The analysis adopts an approach to energy poverty that builds from and advances the capability-based frameworks discussed in Chapter 2, drawing in practice theory ideas relating to invisible energy policy (discussed in Chapter 3). This conception is put to work in ways that afford a flexible approach to energy poverty looking across multiple services and elements of practice. This includes those energy services conventionally addressed within policy (e.g. heat) but also those outside of current policy remits, such as mobilities and travel, or considered as only of minimal importance because of relatively low levels of direct energy requirement, such as information and communication technologies (ICTs). The chapter offers insight into the ways that the invisible energy policy agenda can have value for examining issues of energy deprivation and advances key lines of enquiry for understanding the dynamics of energy poverty.

Living with Energy Poverty

The analysis in this first section highlights implications of major welfare reforms for capabilities related to energy poverty and unpicks policy distinctions between fuel poverty and wider poverty (cf. Middlemiss, 2016) building insight into broader social and political processes that shape the issues. In the following discussion, all extracts are labelled to distinguish between the type of interviewee (i.e. biographical for those affected by the welfare system, stakeholder for those with professional roles in this area) and the location of interview (i.e. Bristol or York as the case study areas or national for those working at this scale). They are also numbered to allow for different interviewees to be identifiable and where quotes are from the workshops this detail is added to the descriptor. For more detail on the methods see Chapter 1.

As discussed in Chapter 4, the period since 2010 in the UK has seen major reforms related to welfare provision for working-age people. Key changes include: (1) the introduction of new conditions for receipt of benefits (e.g. claimant commitments) and associated sanctions if these are not met; (2) work capability assessments for those currently in receipt of disability benefits and related cuts; (3) the introduction of a new system for delivery of benefits—namely Universal Credit—again with associated cuts to benefits in real terms and new monthly payments replacing weekly or bi-weekly ones; and (4) changes to housing benefit involving the introduction of the under-occupancy charge (or the bedroom tax) being applied to people living in properties deemed as having more bedrooms than necessary. The research here highlights how these reforms have severely affected multiple aspects of life that have key implications for energy poverty and related capabilities. The analysis explores this with focus on revealing how current policy definitions restrict recognition of the ways that experiences of energy poverty are intimately bound up with those of wider poverty. The first quote below highlights severe domestic energy deprivation because of a person’s benefits being stopped following a work capability assessment (WCA), in which the participant was deemed fit for work. The benefits were later reinstated after a lengthy appeal process through which the original WCA decision was overturned.

Interviewer::

May I ask how you coped over that year when they stopped your payments?

Interviewee::

With huge difficulty. Huge, huge difficulty. It was not an easy year at all. Definitely one of the hardest I’ve experienced. Yeah, very dark… it was a really bad situation…. In a lot of debt with bills and stuff… The power for the flat would turn off, sort of thing… I never had the heating on. Never, ever had the heating on. I only had it for hot water for showers…The flat was just horrendously damp… You know, blankets, all the rest of it. Just shiver. Yeah, it could get very cold in that flat…” (Biographical Interviewee 4, Bristol)

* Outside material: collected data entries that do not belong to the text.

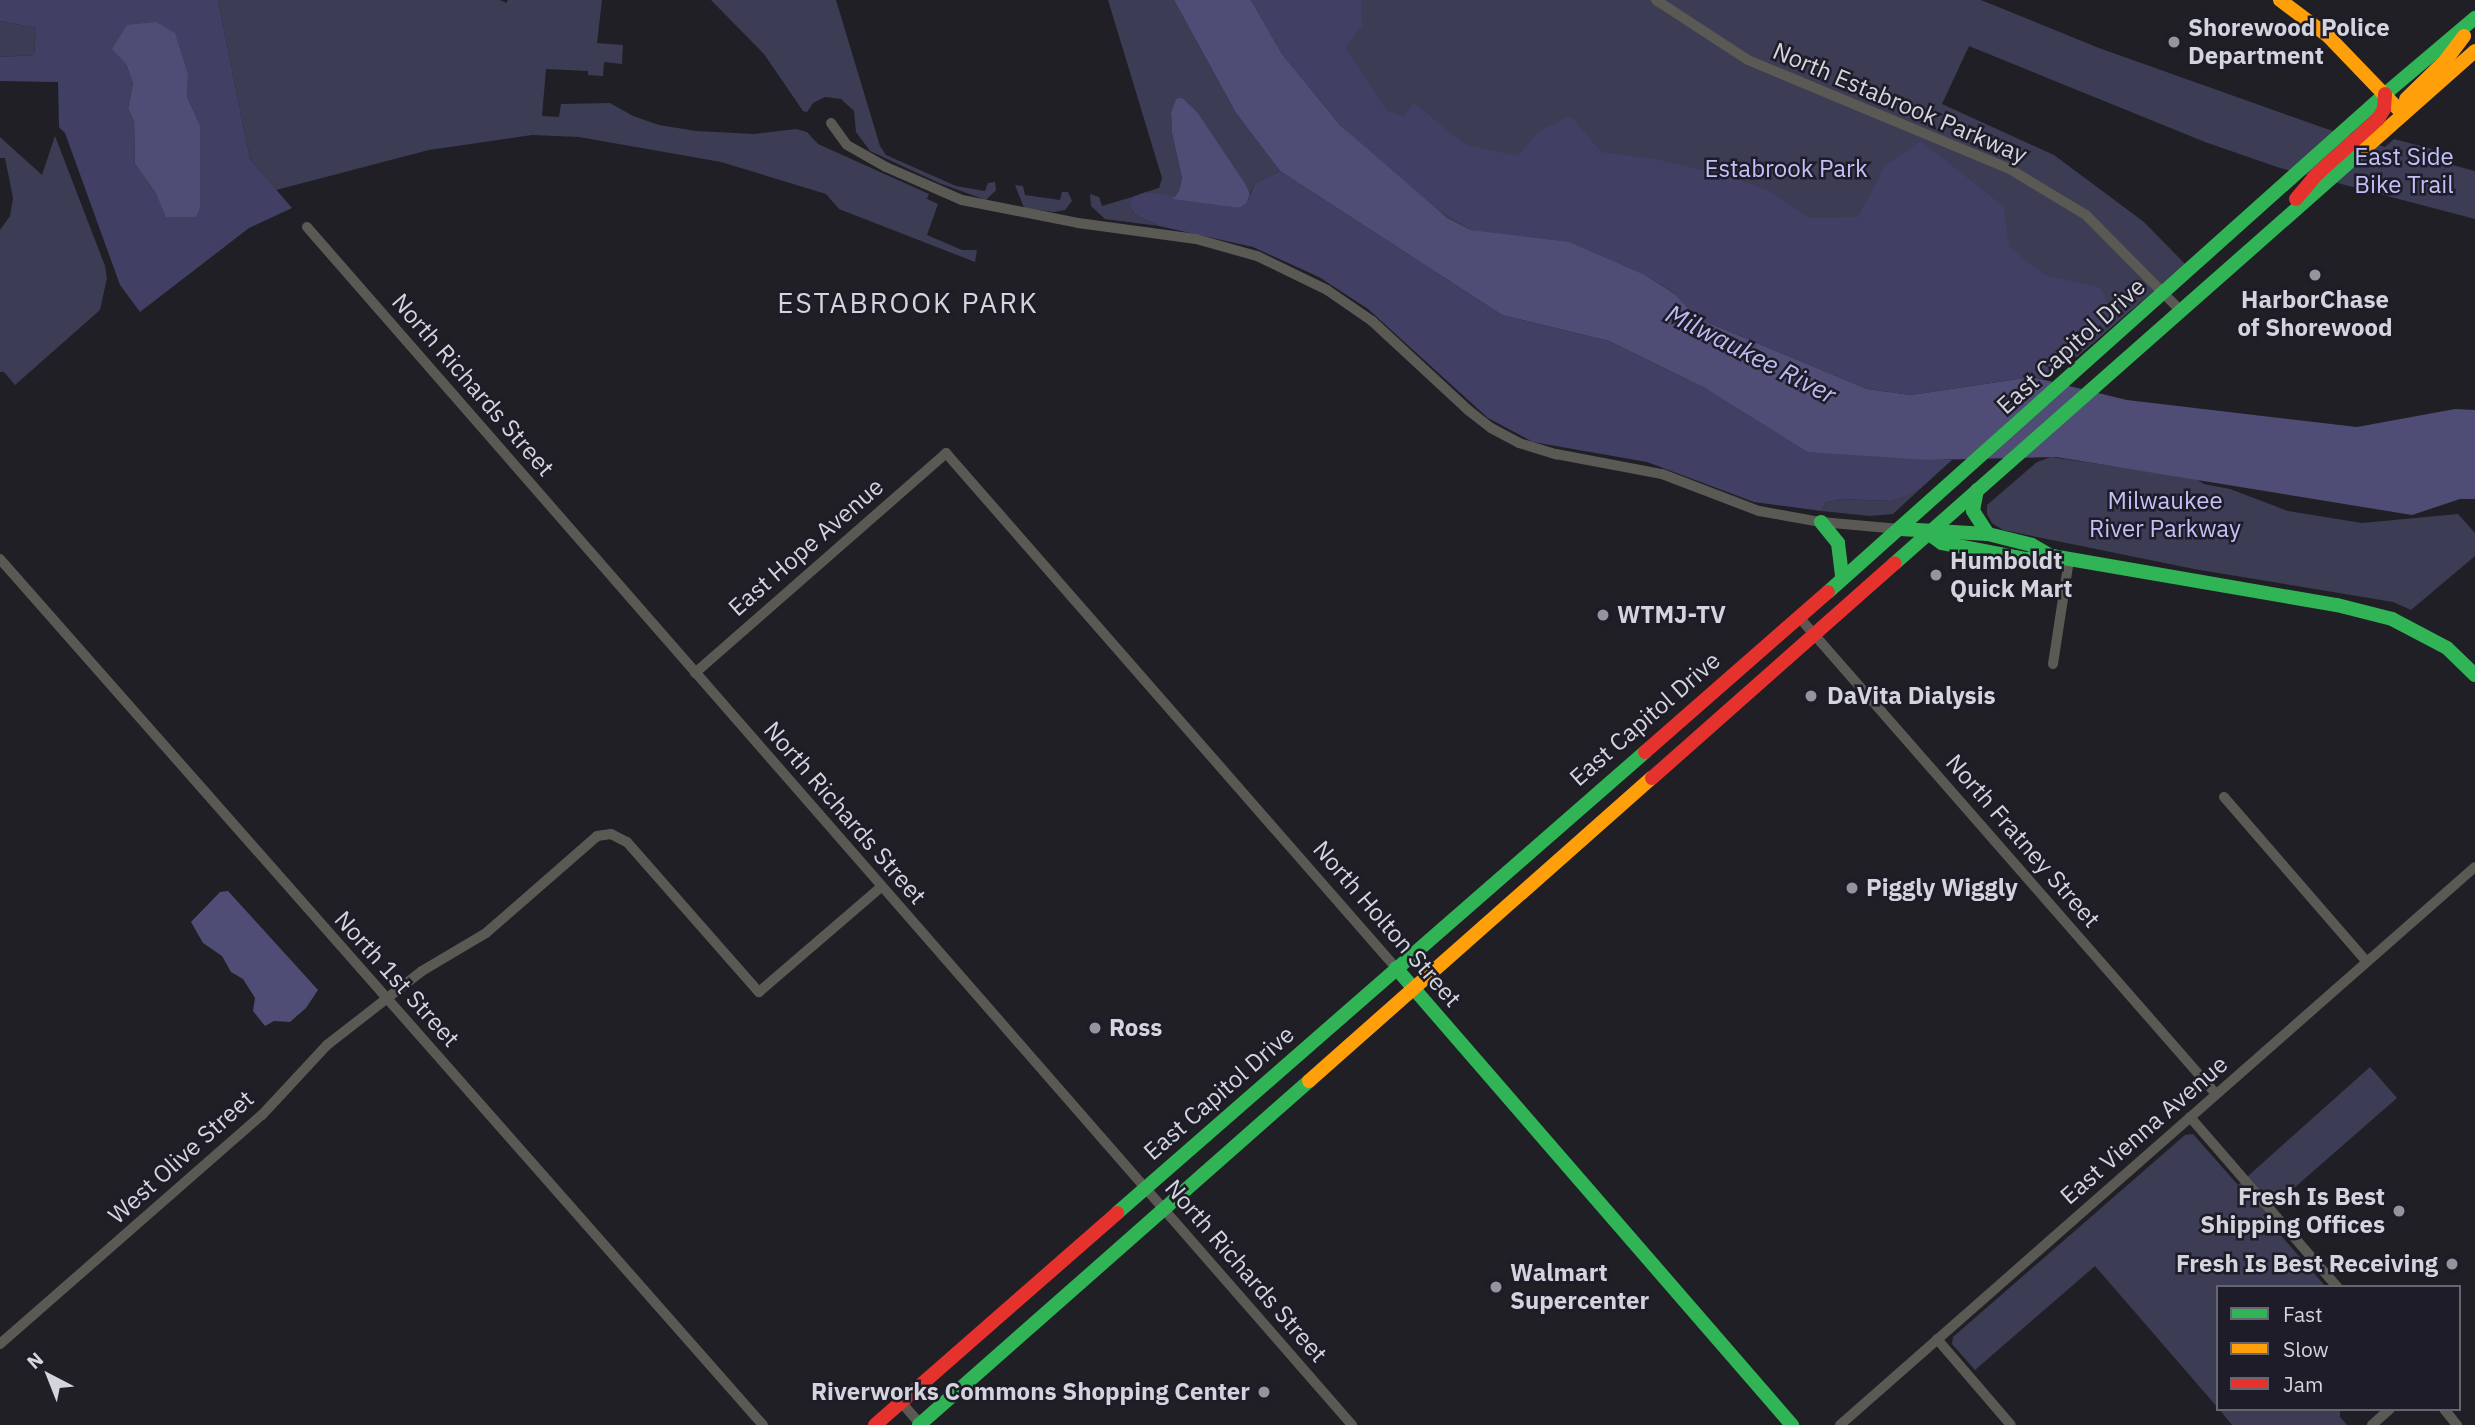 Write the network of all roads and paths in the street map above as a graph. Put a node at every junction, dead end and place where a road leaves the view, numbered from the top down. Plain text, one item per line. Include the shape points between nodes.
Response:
1 (1656, 0) edge
2 (2280, 0) edge
3 (2475, 18) edge
4 (2475, 51) edge
5 (2385, 94) junction
6 (2403, 114) junction
7 (831, 123) dead end
8 (2296, 176) junction
9 (307, 227) dead end
10 (2273, 230) junction
11 (2165, 293) junction
12 (2181, 311) junction
13 (946, 453) joint
14 (1977, 490) junction
15 (1821, 522) junction
16 (1900, 529) junction
17 (1928, 533) junction
18 (1988, 534) junction
19 (2052, 556) junction
20 (0, 559) edge
21 (2070, 559) junction
22 (1842, 578) junction
23 (1798, 616) junction
24 (1814, 633) junction
25 (2053, 664) dead end
26 (695, 673) junction
27 (2475, 675) edge
28 (2224, 797) dead end
29 (2475, 867) edge
30 (881, 887) junction
31 (2367, 962) junction
32 (1396, 968) junction
33 (1413, 988) junction
34 (387, 999) junction
35 (2216, 1094) junction
36 (2190, 1117) junction
37 (1145, 1188) junction
38 (1163, 1209) junction
39 (2335, 1285) edge
40 (1937, 1339) junction
41 (0, 1344) edge
42 (901, 1402) junction
43 (2388, 1411) edge
44 (2446, 1411) edge
45 (762, 1425) edge
46 (875, 1425) edge
47 (920, 1425) edge
48 (1352, 1425) edge
49 (1792, 1425) edge
50 (1840, 1425) edge
51 (2011, 1425) edge
52 (2372, 1425) edge
53 (2458, 1425) edge

1 - 11 street, North Estabrook Parkway via 1748,60 2008,168 2086,215
2 - 5 main road via 2320,28
3 - 5 main road, East Capitol Drive
3 - 6 main road via 2446,60 2407,97
4 - 6 main road, East Capitol Drive
5 - 6 main road
5 - 8 main road, East Capitol Drive
5 - 10 main road via 2378,119 2309,182
6 - 10 main road, East Capitol Drive
7 - 15 street via 846,145 962,200 1066,221 1196,239 1256,256 1327,290 1372,321 1468,410 1519,443 1644,469 1759,511
8 - 10 main road via 2286,197 2264,221
8 - 11 main road, East Capitol Drive
9 - 26 street, North Richards Street
10 - 12 main road, East Capitol Drive
11 - 12 street, North Estabrook Parkway
11 - 16 main road, East Capitol Drive
12 - 14 main road, East Capitol Drive
13 - 26 street, East Hope Avenue
13 - 32 street, North Holton Street
14 - 17 main road, East Capitol Drive
14 - 18 main road via 1973,511
15 - 16 street
15 - 22 main road via 1838,543
16 - 17 main road
16 - 22 main road, East Capitol Drive
17 - 18 main road
17 - 19 main road via 1942,543 2026,559
17 - 24 main road, East Capitol Drive
18 - 19 main road via 2032,545
19 - 21 main road
20 - 34 street, North 1st Street
21 - 25 street
21 - 27 main road via 2392,619 2447,648
22 - 23 main road, East Capitol Drive
23 - 24 street, North Fratney Street
23 - 32 main road, East Capitol Drive
24 - 33 main road, East Capitol Drive
24 - 35 street, North Fratney Street
26 - 30 street, North Richards Street
28 - 31 street
29 - 31 street, East Vienna Avenue
30 - 34 street, West Olive Street via 759,992 627,842 611,834 597,836 486,933 422,971
30 - 37 street, North Richards Street
31 - 35 street, East Vienna Avenue
32 - 33 main road, North Holton Street
32 - 37 main road, East Capitol Drive
33 - 38 main road, East Capitol Drive
33 - 49 main road, North Holton Street
34 - 41 street, West Olive Street via 327,1045 262,1115
34 - 45 street, North 1st Street
35 - 36 street, East Vienna Avenue
36 - 39 street
36 - 40 street, East Vienna Avenue
37 - 38 street, North Richards Street
37 - 42 main road, East Capitol Drive
38 - 47 main road, East Capitol Drive
38 - 48 street, North Richards Street
40 - 50 street, East Vienna Avenue
40 - 51 street
42 - 46 main road, East Capitol Drive
42 - 47 street
43 - 52 street
44 - 53 street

The prevalence of problems associated with incorrect assessments in welfare reform has been revealed by analysis of cases elsewhere across both academic research and news media (e.g. Duffy, 2014; Morris, 2013; Roulstone, 2015). The example here is to highlight the implications of such experiences for energy deprivation. The emphasis is on what one might think of as the conventional focus of fuel poverty policy—namely heat and electricity in the home—with these services either severely limited or lost entirely. This case brings to light the obvious and clear connections between policies that relate to poverty more widely and energy poverty. However, this clear overlap is more difficult to see or perhaps engage with from the technologically and efficiency-oriented perspectives that characterise much fuel poverty policy.

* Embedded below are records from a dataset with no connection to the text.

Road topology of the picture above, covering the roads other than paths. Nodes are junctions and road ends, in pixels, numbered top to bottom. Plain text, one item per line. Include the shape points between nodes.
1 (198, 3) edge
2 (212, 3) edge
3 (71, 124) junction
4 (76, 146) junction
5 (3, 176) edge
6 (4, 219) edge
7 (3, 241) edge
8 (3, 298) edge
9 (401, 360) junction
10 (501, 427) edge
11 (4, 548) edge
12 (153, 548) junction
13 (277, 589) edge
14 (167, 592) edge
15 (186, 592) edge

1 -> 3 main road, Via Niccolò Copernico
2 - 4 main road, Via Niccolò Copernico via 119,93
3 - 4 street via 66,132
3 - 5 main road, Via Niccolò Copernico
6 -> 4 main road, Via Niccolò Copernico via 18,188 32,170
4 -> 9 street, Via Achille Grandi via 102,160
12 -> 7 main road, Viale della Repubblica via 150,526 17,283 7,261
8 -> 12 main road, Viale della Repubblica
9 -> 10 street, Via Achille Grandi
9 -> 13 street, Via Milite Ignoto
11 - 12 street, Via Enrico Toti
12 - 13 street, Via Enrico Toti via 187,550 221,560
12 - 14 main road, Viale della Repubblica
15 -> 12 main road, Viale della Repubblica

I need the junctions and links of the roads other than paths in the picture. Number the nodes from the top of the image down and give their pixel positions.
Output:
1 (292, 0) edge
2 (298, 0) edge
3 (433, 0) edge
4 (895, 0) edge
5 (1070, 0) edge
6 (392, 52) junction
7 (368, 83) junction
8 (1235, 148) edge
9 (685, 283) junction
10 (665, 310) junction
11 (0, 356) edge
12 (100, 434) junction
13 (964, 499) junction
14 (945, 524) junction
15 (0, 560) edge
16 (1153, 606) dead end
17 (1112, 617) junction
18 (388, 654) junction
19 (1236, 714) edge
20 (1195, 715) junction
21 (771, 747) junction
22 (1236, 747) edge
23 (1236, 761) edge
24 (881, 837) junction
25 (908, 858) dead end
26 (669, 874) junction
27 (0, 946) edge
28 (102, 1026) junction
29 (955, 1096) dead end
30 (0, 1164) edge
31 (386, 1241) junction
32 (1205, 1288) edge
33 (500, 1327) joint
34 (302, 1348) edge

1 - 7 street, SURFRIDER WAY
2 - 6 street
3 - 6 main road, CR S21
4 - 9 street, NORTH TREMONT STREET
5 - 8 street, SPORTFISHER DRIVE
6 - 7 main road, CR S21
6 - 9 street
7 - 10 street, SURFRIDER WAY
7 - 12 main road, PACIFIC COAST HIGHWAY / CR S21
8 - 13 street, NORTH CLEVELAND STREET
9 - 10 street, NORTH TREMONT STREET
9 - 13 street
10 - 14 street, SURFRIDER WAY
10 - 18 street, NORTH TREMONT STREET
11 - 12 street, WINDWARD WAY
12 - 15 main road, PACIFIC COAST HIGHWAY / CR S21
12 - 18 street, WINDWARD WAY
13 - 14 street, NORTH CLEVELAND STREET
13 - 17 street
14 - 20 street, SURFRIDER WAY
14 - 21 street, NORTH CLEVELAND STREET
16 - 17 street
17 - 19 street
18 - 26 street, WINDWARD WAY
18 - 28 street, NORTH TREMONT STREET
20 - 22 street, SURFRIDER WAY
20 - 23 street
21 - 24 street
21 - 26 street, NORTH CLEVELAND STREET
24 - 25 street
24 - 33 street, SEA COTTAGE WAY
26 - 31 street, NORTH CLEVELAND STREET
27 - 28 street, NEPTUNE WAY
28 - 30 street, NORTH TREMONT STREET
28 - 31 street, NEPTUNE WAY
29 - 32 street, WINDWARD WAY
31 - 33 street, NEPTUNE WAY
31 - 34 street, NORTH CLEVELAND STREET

As discussed in detail in Chapter 4, though such policies utilise assessments of income they tend to emphasise building efficiency as the primary focus for resolution (also see Middlemiss, 2016). In this case, the house in which the participant lives had identifiable issues with building efficiency and quality (e.g. damp), but tackling this alone would not have addressed the problems the person faced in terms of energy deprivation and having basic capabilities, primarily because their income was at such a low level that building efficiency measures would still not have afforded them the capability to access adequate lighting and heat. Given this, the quote brings into focus an initial set of questions about the distinction between fuel poverty and wider poverty.

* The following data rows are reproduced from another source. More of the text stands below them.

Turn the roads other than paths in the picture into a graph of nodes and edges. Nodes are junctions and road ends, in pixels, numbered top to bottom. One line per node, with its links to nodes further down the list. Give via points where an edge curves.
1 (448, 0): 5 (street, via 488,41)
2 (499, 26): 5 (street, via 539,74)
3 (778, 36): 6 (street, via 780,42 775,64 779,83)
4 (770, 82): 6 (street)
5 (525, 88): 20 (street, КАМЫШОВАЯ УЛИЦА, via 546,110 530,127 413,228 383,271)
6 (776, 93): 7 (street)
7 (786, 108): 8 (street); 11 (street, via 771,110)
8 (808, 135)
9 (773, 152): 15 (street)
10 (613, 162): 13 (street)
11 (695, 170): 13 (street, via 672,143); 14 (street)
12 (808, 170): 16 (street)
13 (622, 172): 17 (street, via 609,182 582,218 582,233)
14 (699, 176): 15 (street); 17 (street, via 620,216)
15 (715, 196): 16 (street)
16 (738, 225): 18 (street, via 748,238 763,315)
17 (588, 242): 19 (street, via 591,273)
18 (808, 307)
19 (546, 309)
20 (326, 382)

Centrally, in examining experiences like the one above some of the inherent problems with such distinctions become apparent. Clearly, the issue here was not one solely of energy efficiency or being able to afford heat but was bound up with their inability to pay for any basic daily needs for an extended period. This, in turn, resulted in mounting debt that left a legacy even when the person’s benefits were eventually reinstated. In this example, then, the role of welfare policy in shaping energy deprivation is direct and clear but by virtue of a policy distinction, would not be considered as an example of fuel poverty; rather, this would simply be poverty.

Across the research, the inextricable links to wider poverty and the production of energy deprivation were clear (see also Mould & Baker, 2017). The next example concerns a participant who experienced six months of sanctions for failing to attend an appointment. She also was struggling to repay emergency loans provided through the welfare system and had become subject to the so-called bedroom tax following her partner’s death (which resulted in her two-bedroom flat being reclassified as under-occupied).

I can’t afford to heat that [home] at all, no. I don’t. Just put a quilt round me, dog’s got a little blanket, can’t afford it. The night storage heaters I can’t afford to use…The cooker don’t work so I’ve been without a cooker for the past three years so I’ve only got a toaster and a kettle, basic…. (Biographical Interviewee 8, Bristol)

This example goes beyond issues of energy affordability to highlight limited access to energy services related to materials and infrastructure but not confined to efficiency. The participant talks about their lack of basic appliances for cooking, as well as the specific form of heating system they have (electric storage heaters), which tends to be more expensive. A capability-based approach to energy poverty brings focus on how these conditions shape possibilities for access to food and mental health as well as the more often acknowledged implications of cold for physical health. The orientation of the research toward invisible energy policy brings focus onto the wider systemic processes and policies shaping these conditions. Noticing the impacts of welfare policy on energy poverty highlights challenges associated with both narrow definitions of the problem and policy solutions confined to energy efficiency.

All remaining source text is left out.